> _What to do_: Each line of the data below must be given again exactly as written.

========================================

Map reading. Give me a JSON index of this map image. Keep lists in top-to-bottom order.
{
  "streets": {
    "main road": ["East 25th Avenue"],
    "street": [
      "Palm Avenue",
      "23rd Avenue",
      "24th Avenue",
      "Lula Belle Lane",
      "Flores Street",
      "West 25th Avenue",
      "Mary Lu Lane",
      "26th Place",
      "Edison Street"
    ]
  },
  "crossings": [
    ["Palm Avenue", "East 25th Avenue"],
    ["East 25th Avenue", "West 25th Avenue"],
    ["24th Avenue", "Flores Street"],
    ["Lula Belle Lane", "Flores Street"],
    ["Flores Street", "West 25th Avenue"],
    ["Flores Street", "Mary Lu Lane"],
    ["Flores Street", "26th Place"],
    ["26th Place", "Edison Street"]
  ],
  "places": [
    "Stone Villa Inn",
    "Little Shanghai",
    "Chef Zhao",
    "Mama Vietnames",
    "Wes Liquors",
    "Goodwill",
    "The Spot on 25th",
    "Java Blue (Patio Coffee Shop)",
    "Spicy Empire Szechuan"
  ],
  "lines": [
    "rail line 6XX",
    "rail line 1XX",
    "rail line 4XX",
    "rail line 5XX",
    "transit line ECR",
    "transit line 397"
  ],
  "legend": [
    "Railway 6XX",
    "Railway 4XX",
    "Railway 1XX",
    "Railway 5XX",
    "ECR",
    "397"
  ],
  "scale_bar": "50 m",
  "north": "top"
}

========================================

> _Problem solution_:
Map reading. Give me a JSON index of this map image. Keep lists in top-to-bottom order.
{
  "streets": {
    "main road": ["East 25th Avenue"],
    "street": [
      "Palm Avenue",
      "23rd Avenue",
      "24th Avenue",
      "Lula Belle Lane",
      "Flores Street",
      "West 25th Avenue",
      "Mary Lu Lane",
      "26th Place",
      "Edison Street"
    ]
  },
  "crossings": [
    ["Palm Avenue", "East 25th Avenue"],
    ["East 25th Avenue", "West 25th Avenue"],
    ["24th Avenue", "Flores Street"],
    ["Lula Belle Lane", "Flores Street"],
    ["Flores Street", "West 25th Avenue"],
    ["Flores Street", "Mary Lu Lane"],
    ["Flores Street", "26th Place"],
    ["26th Place", "Edison Street"]
  ],
  "places": [
    "Stone Villa Inn",
    "Little Shanghai",
    "Chef Zhao",
    "Mama Vietnames",
    "Wes Liquors",
    "Goodwill",
    "The Spot on 25th",
    "Java Blue (Patio Coffee Shop)",
    "Spicy Empire Szechuan"
  ],
  "lines": [
    "rail line 6XX",
    "rail line 1XX",
    "rail line 4XX",
    "rail line 5XX",
    "transit line ECR",
    "transit line 397"
  ],
  "legend": [
    "Railway 6XX",
    "Railway 4XX",
    "Railway 1XX",
    "Railway 5XX",
    "ECR",
    "397"
  ],
  "scale_bar": "50 m",
  "north": "top"
}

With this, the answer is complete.